### [Records supplied]
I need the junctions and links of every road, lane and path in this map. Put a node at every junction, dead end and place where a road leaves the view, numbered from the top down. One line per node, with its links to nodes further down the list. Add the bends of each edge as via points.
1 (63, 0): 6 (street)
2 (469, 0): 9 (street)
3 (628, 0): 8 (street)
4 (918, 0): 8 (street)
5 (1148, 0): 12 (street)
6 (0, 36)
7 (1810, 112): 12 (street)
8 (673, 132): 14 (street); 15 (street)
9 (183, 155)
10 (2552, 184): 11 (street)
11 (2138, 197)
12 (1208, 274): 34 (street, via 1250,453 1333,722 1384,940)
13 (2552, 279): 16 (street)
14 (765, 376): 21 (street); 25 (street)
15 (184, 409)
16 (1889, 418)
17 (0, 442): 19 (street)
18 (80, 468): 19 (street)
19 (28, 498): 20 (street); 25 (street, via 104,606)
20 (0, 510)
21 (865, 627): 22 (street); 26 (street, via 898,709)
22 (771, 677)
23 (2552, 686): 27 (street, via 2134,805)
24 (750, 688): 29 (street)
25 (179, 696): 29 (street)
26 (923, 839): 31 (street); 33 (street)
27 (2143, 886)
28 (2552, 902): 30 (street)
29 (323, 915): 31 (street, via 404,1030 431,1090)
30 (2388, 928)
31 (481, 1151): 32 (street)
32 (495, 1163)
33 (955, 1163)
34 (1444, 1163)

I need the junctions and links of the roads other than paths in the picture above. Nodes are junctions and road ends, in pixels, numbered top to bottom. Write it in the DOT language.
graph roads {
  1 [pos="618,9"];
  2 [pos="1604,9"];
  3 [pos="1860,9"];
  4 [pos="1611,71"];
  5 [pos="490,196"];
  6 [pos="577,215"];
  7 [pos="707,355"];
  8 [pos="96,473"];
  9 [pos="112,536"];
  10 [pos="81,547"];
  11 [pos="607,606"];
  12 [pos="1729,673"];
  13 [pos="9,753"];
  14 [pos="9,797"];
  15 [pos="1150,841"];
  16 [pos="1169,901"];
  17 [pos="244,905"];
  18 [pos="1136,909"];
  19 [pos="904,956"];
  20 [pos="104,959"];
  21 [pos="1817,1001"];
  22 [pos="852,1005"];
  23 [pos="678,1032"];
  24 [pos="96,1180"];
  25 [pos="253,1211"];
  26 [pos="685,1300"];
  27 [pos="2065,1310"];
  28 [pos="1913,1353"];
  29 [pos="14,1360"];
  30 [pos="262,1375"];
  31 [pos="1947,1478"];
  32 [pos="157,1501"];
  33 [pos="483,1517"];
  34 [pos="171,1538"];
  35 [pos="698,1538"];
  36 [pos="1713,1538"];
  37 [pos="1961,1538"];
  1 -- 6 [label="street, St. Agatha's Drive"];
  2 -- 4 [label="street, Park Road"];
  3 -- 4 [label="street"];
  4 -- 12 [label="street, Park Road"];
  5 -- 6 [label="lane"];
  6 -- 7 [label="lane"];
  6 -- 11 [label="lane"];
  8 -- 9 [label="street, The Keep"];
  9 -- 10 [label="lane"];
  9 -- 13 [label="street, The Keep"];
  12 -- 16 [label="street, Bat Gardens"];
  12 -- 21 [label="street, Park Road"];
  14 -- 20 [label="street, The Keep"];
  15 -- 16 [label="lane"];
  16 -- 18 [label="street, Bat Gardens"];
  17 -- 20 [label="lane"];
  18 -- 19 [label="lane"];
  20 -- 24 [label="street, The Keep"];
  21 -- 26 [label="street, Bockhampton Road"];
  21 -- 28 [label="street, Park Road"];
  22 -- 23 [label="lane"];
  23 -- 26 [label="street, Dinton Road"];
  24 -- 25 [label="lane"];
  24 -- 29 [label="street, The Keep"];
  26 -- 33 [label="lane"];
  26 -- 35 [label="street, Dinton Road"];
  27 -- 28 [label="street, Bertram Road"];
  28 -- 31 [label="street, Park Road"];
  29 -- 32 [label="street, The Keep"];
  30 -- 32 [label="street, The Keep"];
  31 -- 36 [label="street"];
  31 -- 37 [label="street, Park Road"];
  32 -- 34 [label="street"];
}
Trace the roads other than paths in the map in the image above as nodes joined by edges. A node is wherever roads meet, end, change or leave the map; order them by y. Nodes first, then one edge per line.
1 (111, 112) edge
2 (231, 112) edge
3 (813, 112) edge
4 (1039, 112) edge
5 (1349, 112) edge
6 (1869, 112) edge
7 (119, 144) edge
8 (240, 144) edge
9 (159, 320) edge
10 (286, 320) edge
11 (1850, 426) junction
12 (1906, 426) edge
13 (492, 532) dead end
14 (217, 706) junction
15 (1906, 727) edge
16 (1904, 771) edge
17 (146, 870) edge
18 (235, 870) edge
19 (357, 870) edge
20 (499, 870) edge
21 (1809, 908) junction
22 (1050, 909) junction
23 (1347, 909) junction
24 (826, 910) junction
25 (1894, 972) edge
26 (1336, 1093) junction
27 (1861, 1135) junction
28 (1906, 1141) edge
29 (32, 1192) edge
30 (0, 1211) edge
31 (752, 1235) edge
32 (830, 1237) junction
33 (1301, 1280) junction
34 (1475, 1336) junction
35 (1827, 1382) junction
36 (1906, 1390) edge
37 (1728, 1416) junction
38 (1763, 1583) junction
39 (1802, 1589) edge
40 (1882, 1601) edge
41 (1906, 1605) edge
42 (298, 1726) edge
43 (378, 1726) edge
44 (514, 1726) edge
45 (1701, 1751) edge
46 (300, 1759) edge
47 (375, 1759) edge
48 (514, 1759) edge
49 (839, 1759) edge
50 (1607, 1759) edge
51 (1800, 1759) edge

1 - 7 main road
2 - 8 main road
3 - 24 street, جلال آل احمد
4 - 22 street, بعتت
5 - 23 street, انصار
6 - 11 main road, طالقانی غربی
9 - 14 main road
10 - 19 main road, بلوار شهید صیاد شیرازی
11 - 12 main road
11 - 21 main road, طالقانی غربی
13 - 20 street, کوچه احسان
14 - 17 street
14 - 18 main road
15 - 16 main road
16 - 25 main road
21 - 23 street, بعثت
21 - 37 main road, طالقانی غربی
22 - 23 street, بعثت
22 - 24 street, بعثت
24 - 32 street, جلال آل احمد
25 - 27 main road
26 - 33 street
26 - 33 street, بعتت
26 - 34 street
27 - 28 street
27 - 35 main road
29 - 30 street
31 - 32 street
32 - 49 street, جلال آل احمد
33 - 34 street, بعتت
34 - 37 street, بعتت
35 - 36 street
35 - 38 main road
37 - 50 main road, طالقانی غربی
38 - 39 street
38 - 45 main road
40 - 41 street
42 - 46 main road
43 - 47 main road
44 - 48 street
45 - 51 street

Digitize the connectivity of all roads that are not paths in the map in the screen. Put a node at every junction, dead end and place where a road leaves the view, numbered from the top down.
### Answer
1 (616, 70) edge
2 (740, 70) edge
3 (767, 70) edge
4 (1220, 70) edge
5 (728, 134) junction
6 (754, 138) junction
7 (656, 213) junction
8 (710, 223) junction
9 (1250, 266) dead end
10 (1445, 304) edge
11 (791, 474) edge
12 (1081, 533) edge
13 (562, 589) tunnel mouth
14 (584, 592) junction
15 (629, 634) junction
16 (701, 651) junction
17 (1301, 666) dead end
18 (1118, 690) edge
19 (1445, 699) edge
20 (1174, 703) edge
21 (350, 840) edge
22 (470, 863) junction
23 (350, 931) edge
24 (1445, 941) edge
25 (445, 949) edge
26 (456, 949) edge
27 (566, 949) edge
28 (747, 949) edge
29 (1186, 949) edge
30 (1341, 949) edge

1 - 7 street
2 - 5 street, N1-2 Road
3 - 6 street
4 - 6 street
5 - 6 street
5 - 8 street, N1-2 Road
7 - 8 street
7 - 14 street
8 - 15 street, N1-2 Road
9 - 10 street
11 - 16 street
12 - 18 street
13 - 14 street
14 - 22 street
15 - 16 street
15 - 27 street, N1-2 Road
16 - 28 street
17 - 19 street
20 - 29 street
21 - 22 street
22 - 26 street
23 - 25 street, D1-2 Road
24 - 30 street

### [Prompt]
Nothing but the lines from the one with "Digitize the connectivity" through the last line of the entries should be repeated, and those exactly.

### [Solution]
Digitize the connectivity of all roads that are not paths in the map in the screen. Put a node at every junction, dead end and place where a road leaves the view, numbered from the top down.
### Answer
1 (616, 70) edge
2 (740, 70) edge
3 (767, 70) edge
4 (1220, 70) edge
5 (728, 134) junction
6 (754, 138) junction
7 (656, 213) junction
8 (710, 223) junction
9 (1250, 266) dead end
10 (1445, 304) edge
11 (791, 474) edge
12 (1081, 533) edge
13 (562, 589) tunnel mouth
14 (584, 592) junction
15 (629, 634) junction
16 (701, 651) junction
17 (1301, 666) dead end
18 (1118, 690) edge
19 (1445, 699) edge
20 (1174, 703) edge
21 (350, 840) edge
22 (470, 863) junction
23 (350, 931) edge
24 (1445, 941) edge
25 (445, 949) edge
26 (456, 949) edge
27 (566, 949) edge
28 (747, 949) edge
29 (1186, 949) edge
30 (1341, 949) edge

1 - 7 street
2 - 5 street, N1-2 Road
3 - 6 street
4 - 6 street
5 - 6 street
5 - 8 street, N1-2 Road
7 - 8 street
7 - 14 street
8 - 15 street, N1-2 Road
9 - 10 street
11 - 16 street
12 - 18 street
13 - 14 street
14 - 22 street
15 - 16 street
15 - 27 street, N1-2 Road
16 - 28 street
17 - 19 street
20 - 29 street
21 - 22 street
22 - 26 street
23 - 25 street, D1-2 Road
24 - 30 street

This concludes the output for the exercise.